The technique for determining CBF by xenon-enhanced CT, originally reported by Meyer et al in 1981 (22), has been subsequently discussed and evaluated in a number of articles published in the AJNR that sought to improve and validate the technique (23–25).
In 1992, Aoki et al (26) suggested that 3D CT angiography (CTA) could be performed routinely and was helpful for surgical planning by revealing the anatomy of cerebral aneurysms and surrounding structures. Evaluation of CTA in the journal clearly aided in improving the methodology (27, 28).
Stroke and Hemorrhage
The diagnosis of acute stroke prior to MR imaging was based on the clinical presentation in concert with a CT scan that excluded other pathology. Using an acute stroke model, Brant-Zawadzki et al (29) in 1986 reported the potential for increased sensitivity with MR imaging. Bryan et al (30) reported that MR imaging had increased sensitivity for the early detection (within 24 hours) of cerebral infarction and the better definition of the extent of the infarct compared with CT. Yuh et al (31) in the same issue of the AJNR argued that signal changes may not be reliable within the first 8 hours and observed that vascular abnormalities, when present, were the most reliable and earliest findings. They also theorized that morphologic changes and early parenchymal enhancement preceded signal changes. They indicated that paramagnetic contrast medium might provide additional data for detection and evaluation of acute ischemia. This confirmed the reports of Elster and Moody (32, 33) identifying arterial enhancement. Crain et al (34) embellished the notion of enhanced MR imaging of cerebral ischemia, reporting a variety of enhancement patterns in the acute phase, which they concluded reflected underlying pathophysiology and could have prognostic significance.
Moody et al (35) found focal abnormalities in terminal arterioles and capillaries among patients and dogs who had undergone cardiopulmonary bypass. They proposed that these findings could be the anatomic correlate of the neurologic deficits or intellectual dysfunction seen in at least 24% of patients after cardiopulmonary bypass. With alkaline phosphatase staining, they found acellular fatty material in the microvasculature of patients who died shortly after cardiopulmonary bypass (36). Steinberg et al (37), using MR and cerebrospinal fluid enzymes, confirmed that brain damage can result from cardiopulmonary bypass. In a commentary, Moody (38) suggested that the heart surgery performed at Stanford, under hypothermia with low blood flow and continuous systemic blood pressure in the 50- to 70-mm Hg range, may decrease the microembolic injury to the brain.

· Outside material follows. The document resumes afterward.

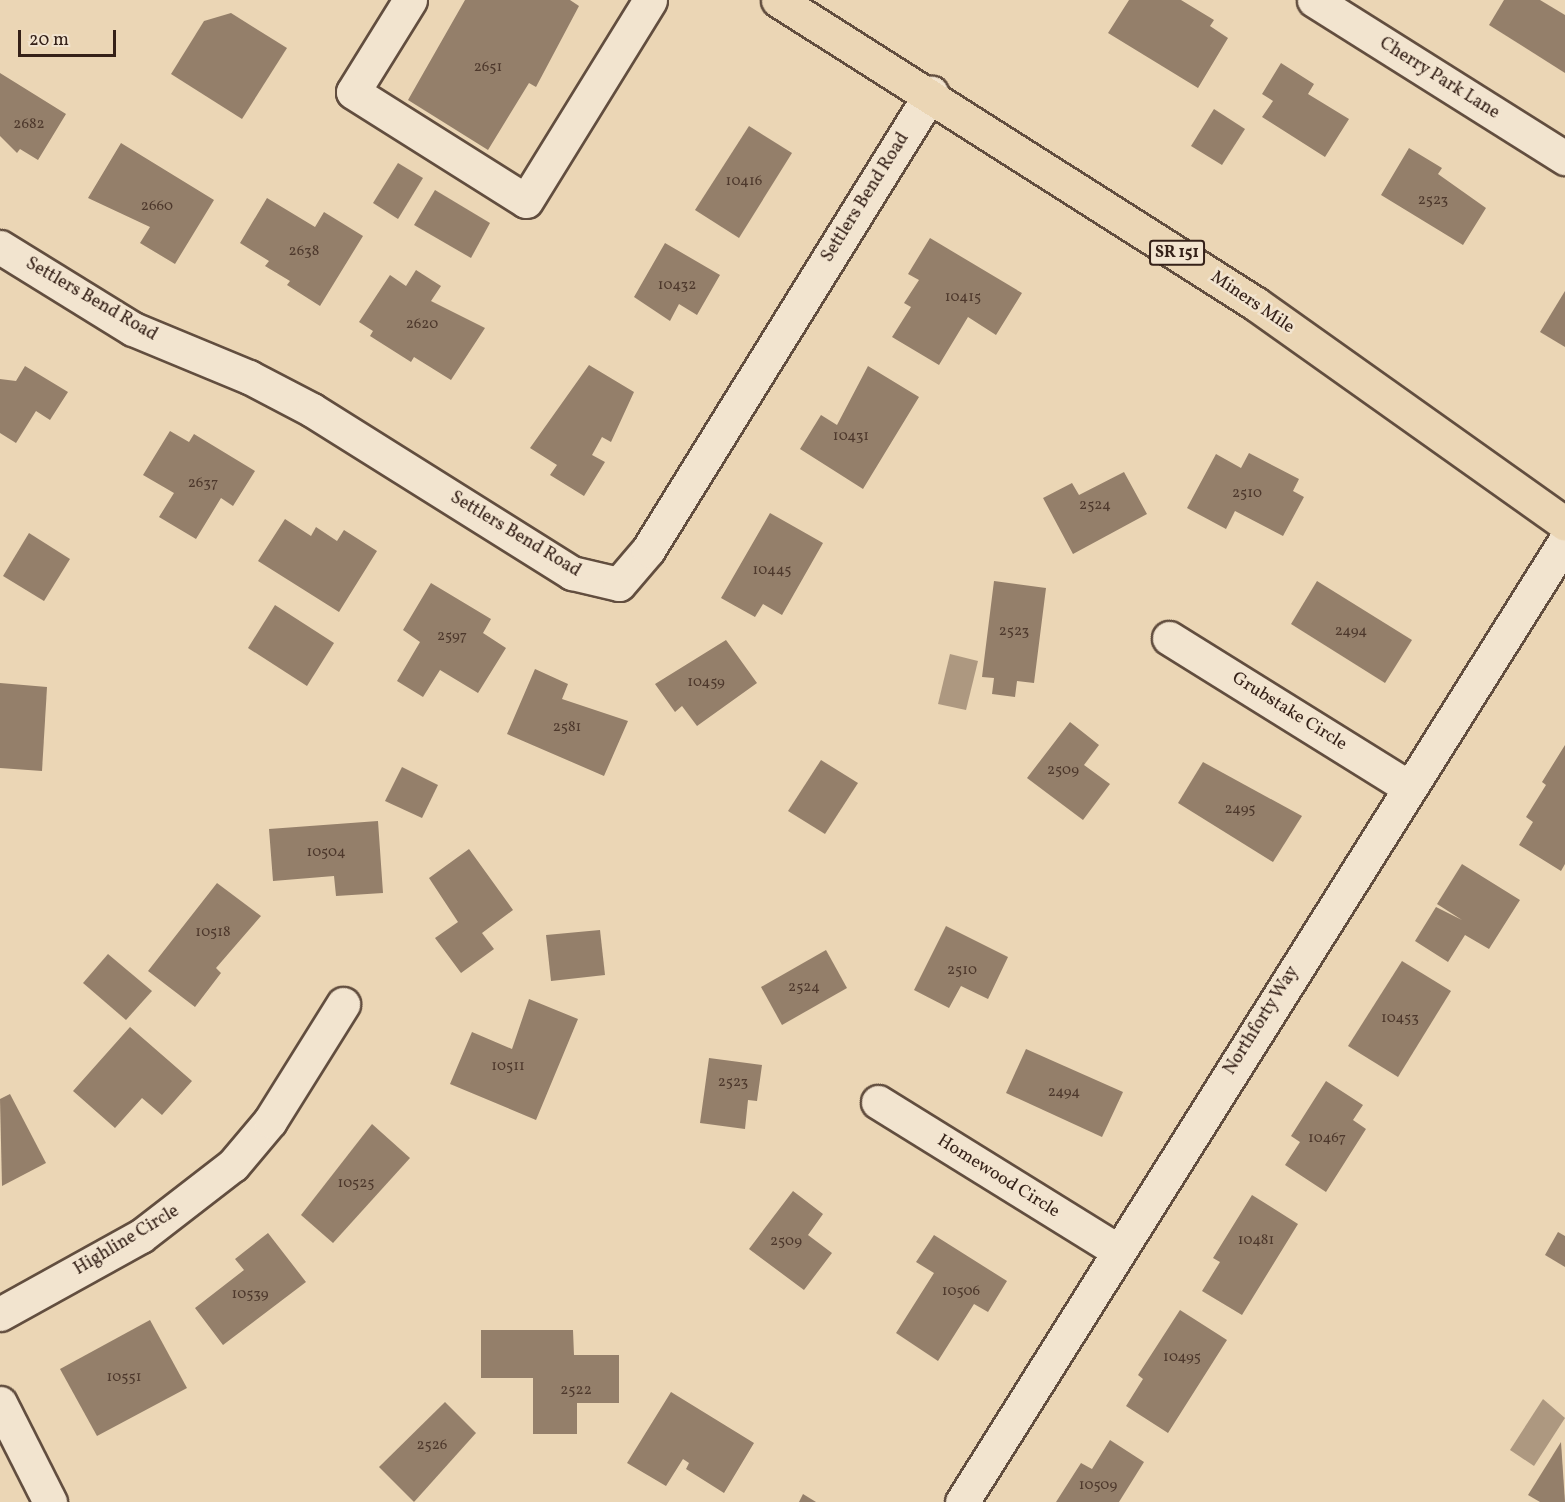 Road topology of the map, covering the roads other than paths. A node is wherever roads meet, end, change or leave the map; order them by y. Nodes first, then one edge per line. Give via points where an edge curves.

In an elegant scientific investigation, Moody et al (33) in 1990 studied vascular anatomy, employing a refined histochemical technique for alkaline phosphatase that labeled the microvasculature and preserved the background neuropil. They found six different patterns of intraparenchymal afferent blood supply to the brain, and suggested that some of these patterns offered protection to certain brain regions, while leaving others vulnerable in cases of anoxia or hypoperfusion. The work provided an explanation of variations in the brain's response to such injury.

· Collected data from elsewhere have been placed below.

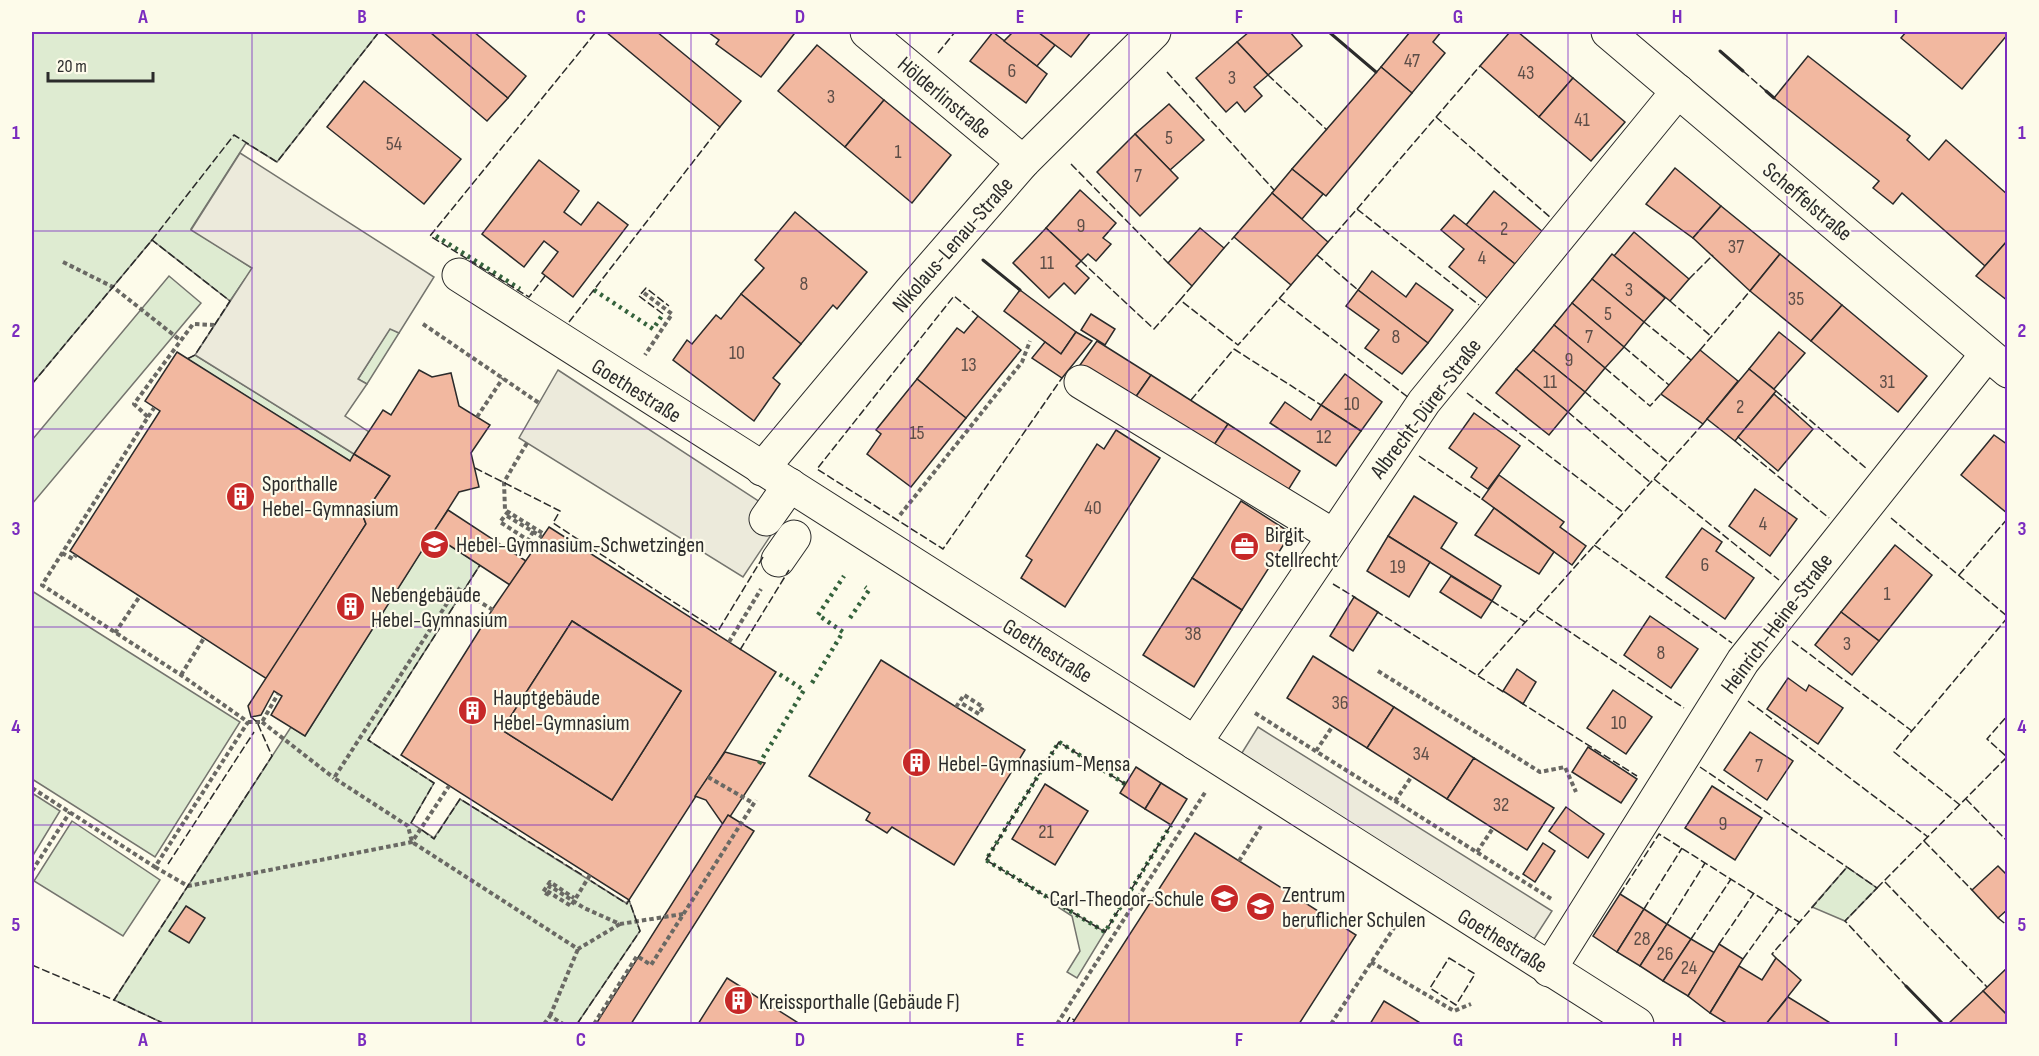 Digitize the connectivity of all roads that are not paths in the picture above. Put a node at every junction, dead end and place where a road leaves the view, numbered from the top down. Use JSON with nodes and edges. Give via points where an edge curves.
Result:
{"nodes":[{"id":1,"x":867,"y":32,"type":"edge"},
{"id":2,"x":1154,"y":32,"type":"edge"},
{"id":3,"x":1608,"y":32,"type":"edge"},
{"id":4,"x":1678,"y":91,"type":"junction"},
{"id":5,"x":1023,"y":162,"type":"junction"},
{"id":6,"x":459,"y":275,"type":"dead end"},
{"id":7,"x":1997,"y":363,"type":"edge"},
{"id":8,"x":1081,"y":382,"type":"dead end"},
{"id":9,"x":762,"y":469,"type":"junction"},
{"id":10,"x":790,"y":485,"type":"junction"},
{"id":11,"x":766,"y":519,"type":"dead end"},
{"id":12,"x":1334,"y":536,"type":"junction"},
{"id":13,"x":1195,"y":743,"type":"junction"},
{"id":14,"x":1549,"y":970,"type":"junction"},
{"id":15,"x":1636,"y":1024,"type":"edge"}],
"edges":[{"from":1,"to":5,"type":"street","name":"Hölderlinstraße"},
{"from":2,"to":5,"type":"street","name":"Nikolaus-Lenau-Straße"},
{"from":3,"to":4,"type":"street","name":"Scheffelstraße"},
{"from":4,"to":7,"type":"street","name":"Scheffelstraße"},
{"from":4,"to":12,"type":"street","name":"Albrecht-Dürer-Straße","via":[[1424,402]]},
{"from":5,"to":9,"type":"street","name":"Nikolaus-Lenau-Straße"},
{"from":6,"to":9,"type":"street","name":"Goethestraße"},
{"from":7,"to":14,"type":"street","name":"Heinrich-Heine-Straße","via":[[1743,661]]},
{"from":8,"to":12,"type":"street"},
{"from":9,"to":10,"type":"street","name":"Goethestraße"},
{"from":10,"to":11,"type":"street"},
{"from":10,"to":13,"type":"street","name":"Goethestraße"},
{"from":12,"to":13,"type":"street","name":"Albrecht-Dürer-Straße"},
{"from":13,"to":14,"type":"street","name":"Goethestraße"},
{"from":14,"to":15,"type":"street","name":"Goethestraße"}]}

The term leukoaraiosis was first used by Hachinski et al (39) in relation to periventricular white matter hypodensities. Braffman et al correlated MR findings of brain specimens with gross and microscopic histopathology in an attempt to provide MR criteria to differentiate lacunar infarction from Virchow-Robin spaces (40) and elucidate the etiology of white matter hyperintensity (41). Hendrie et al (42) noted the correlation between foci of increased intensity on T2-weighted images and aging unrelated to cognitive function or cerebrovascular risk factors. Using xenon CT, Kobari et al (43) in 1990 measured local blood flow in a variety of patient groups and concluded a correlation existed between diffuse cerebral hypoperfusion, cognitive impairment, and leukoaraiosis. Bryan et al (44) in a large patient cohort found that the prevalence of subclinical cerebrovascular disease reflected by MR imaging was of a magnitude greater than clinically suspected, and that disease increased with age and was more prevalent among blacks.
The term venous congestive encephalopathy was proposed in the AJNR by Willinsky et al in 1994 (45) for patients who present with neurologic deficits caused by venous hypertension. Periventricular venous collagenosis with stenosis or occlusion of deep cerebral veins has been associated with leukoaraiosis (46). Hurst et al (47) found that venous hypertensive encephalopathy secondary to dural arteriovenous fistulas could cause progressive dementia. The journal has published its share of vascular syndrome findings, including familial arteriopathic leukoencephalopathy (48), primary antiphospholipid sndrome (49), and leukoencephalopathy in cerebral amyloid angiopathy (50).
The significance of a hyperdense middle cerebral artery (MCA) on CT has been thoroughly debated in the journal (51–54). Bozzao et al (55) suggested that the appearance of hypodensity revealed by CT soon after embolism onset was strongly predictive of hemorrhagic transformation. In an AJNR commentary, Pessin et al (56) argued that the occurrence of hemorrhagic infarction alone does not necessarily imply a serious complication. von Kummar et al (52) expanded this outcome correlate and stated that early hypodensity on CT scans occuring with acute infarction was a predictor of ischemic brain damage. If it encompassed 50% or more of the MCA territory, then there was an 85% positive predictive value for fatal outcome.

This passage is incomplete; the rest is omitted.